## Task requirements
Set down all of the lines below exactly as they are given.

## Input data
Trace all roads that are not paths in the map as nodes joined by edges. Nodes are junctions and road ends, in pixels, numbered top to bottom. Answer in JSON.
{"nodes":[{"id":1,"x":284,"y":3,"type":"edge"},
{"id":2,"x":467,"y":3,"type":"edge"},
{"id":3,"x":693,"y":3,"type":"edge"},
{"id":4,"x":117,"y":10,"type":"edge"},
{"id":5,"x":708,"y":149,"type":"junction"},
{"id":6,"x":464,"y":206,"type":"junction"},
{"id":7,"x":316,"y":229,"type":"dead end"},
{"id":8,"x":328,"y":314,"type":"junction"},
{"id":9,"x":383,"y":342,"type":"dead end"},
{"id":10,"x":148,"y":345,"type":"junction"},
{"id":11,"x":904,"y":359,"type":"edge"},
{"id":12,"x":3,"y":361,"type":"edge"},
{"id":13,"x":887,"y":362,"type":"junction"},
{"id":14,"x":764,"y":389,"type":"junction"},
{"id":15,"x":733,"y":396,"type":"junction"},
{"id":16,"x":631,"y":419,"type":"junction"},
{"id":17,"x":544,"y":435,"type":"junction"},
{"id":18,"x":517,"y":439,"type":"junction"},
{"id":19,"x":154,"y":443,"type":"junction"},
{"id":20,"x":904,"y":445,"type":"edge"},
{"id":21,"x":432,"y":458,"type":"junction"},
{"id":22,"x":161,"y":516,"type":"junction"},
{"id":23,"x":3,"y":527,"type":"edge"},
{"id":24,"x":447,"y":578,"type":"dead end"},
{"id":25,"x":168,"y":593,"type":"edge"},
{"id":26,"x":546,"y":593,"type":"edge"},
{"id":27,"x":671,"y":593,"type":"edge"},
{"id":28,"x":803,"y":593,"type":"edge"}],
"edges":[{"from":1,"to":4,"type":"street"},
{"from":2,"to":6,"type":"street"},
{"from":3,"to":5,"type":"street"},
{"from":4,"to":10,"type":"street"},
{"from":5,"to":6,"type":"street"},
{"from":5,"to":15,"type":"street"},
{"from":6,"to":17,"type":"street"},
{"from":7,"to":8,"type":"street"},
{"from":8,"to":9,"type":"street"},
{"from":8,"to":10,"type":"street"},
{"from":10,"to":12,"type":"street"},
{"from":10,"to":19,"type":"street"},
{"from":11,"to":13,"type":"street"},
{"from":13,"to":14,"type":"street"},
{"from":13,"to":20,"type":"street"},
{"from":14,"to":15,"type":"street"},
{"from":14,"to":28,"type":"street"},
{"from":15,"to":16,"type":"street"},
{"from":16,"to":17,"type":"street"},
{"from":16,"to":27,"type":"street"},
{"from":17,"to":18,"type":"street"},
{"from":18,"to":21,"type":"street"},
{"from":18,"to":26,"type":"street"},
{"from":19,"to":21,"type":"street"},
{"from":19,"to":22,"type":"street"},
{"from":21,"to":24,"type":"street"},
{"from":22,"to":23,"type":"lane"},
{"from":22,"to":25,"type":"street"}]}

## Result of this task
Trace all roads that are not paths in the map as nodes joined by edges. Nodes are junctions and road ends, in pixels, numbered top to bottom. Answer in JSON.
{"nodes":[{"id":1,"x":284,"y":3,"type":"edge"},
{"id":2,"x":467,"y":3,"type":"edge"},
{"id":3,"x":693,"y":3,"type":"edge"},
{"id":4,"x":117,"y":10,"type":"edge"},
{"id":5,"x":708,"y":149,"type":"junction"},
{"id":6,"x":464,"y":206,"type":"junction"},
{"id":7,"x":316,"y":229,"type":"dead end"},
{"id":8,"x":328,"y":314,"type":"junction"},
{"id":9,"x":383,"y":342,"type":"dead end"},
{"id":10,"x":148,"y":345,"type":"junction"},
{"id":11,"x":904,"y":359,"type":"edge"},
{"id":12,"x":3,"y":361,"type":"edge"},
{"id":13,"x":887,"y":362,"type":"junction"},
{"id":14,"x":764,"y":389,"type":"junction"},
{"id":15,"x":733,"y":396,"type":"junction"},
{"id":16,"x":631,"y":419,"type":"junction"},
{"id":17,"x":544,"y":435,"type":"junction"},
{"id":18,"x":517,"y":439,"type":"junction"},
{"id":19,"x":154,"y":443,"type":"junction"},
{"id":20,"x":904,"y":445,"type":"edge"},
{"id":21,"x":432,"y":458,"type":"junction"},
{"id":22,"x":161,"y":516,"type":"junction"},
{"id":23,"x":3,"y":527,"type":"edge"},
{"id":24,"x":447,"y":578,"type":"dead end"},
{"id":25,"x":168,"y":593,"type":"edge"},
{"id":26,"x":546,"y":593,"type":"edge"},
{"id":27,"x":671,"y":593,"type":"edge"},
{"id":28,"x":803,"y":593,"type":"edge"}],
"edges":[{"from":1,"to":4,"type":"street"},
{"from":2,"to":6,"type":"street"},
{"from":3,"to":5,"type":"street"},
{"from":4,"to":10,"type":"street"},
{"from":5,"to":6,"type":"street"},
{"from":5,"to":15,"type":"street"},
{"from":6,"to":17,"type":"street"},
{"from":7,"to":8,"type":"street"},
{"from":8,"to":9,"type":"street"},
{"from":8,"to":10,"type":"street"},
{"from":10,"to":12,"type":"street"},
{"from":10,"to":19,"type":"street"},
{"from":11,"to":13,"type":"street"},
{"from":13,"to":14,"type":"street"},
{"from":13,"to":20,"type":"street"},
{"from":14,"to":15,"type":"street"},
{"from":14,"to":28,"type":"street"},
{"from":15,"to":16,"type":"street"},
{"from":16,"to":17,"type":"street"},
{"from":16,"to":27,"type":"street"},
{"from":17,"to":18,"type":"street"},
{"from":18,"to":21,"type":"street"},
{"from":18,"to":26,"type":"street"},
{"from":19,"to":21,"type":"street"},
{"from":19,"to":22,"type":"street"},
{"from":21,"to":24,"type":"street"},
{"from":22,"to":23,"type":"lane"},
{"from":22,"to":25,"type":"street"}]}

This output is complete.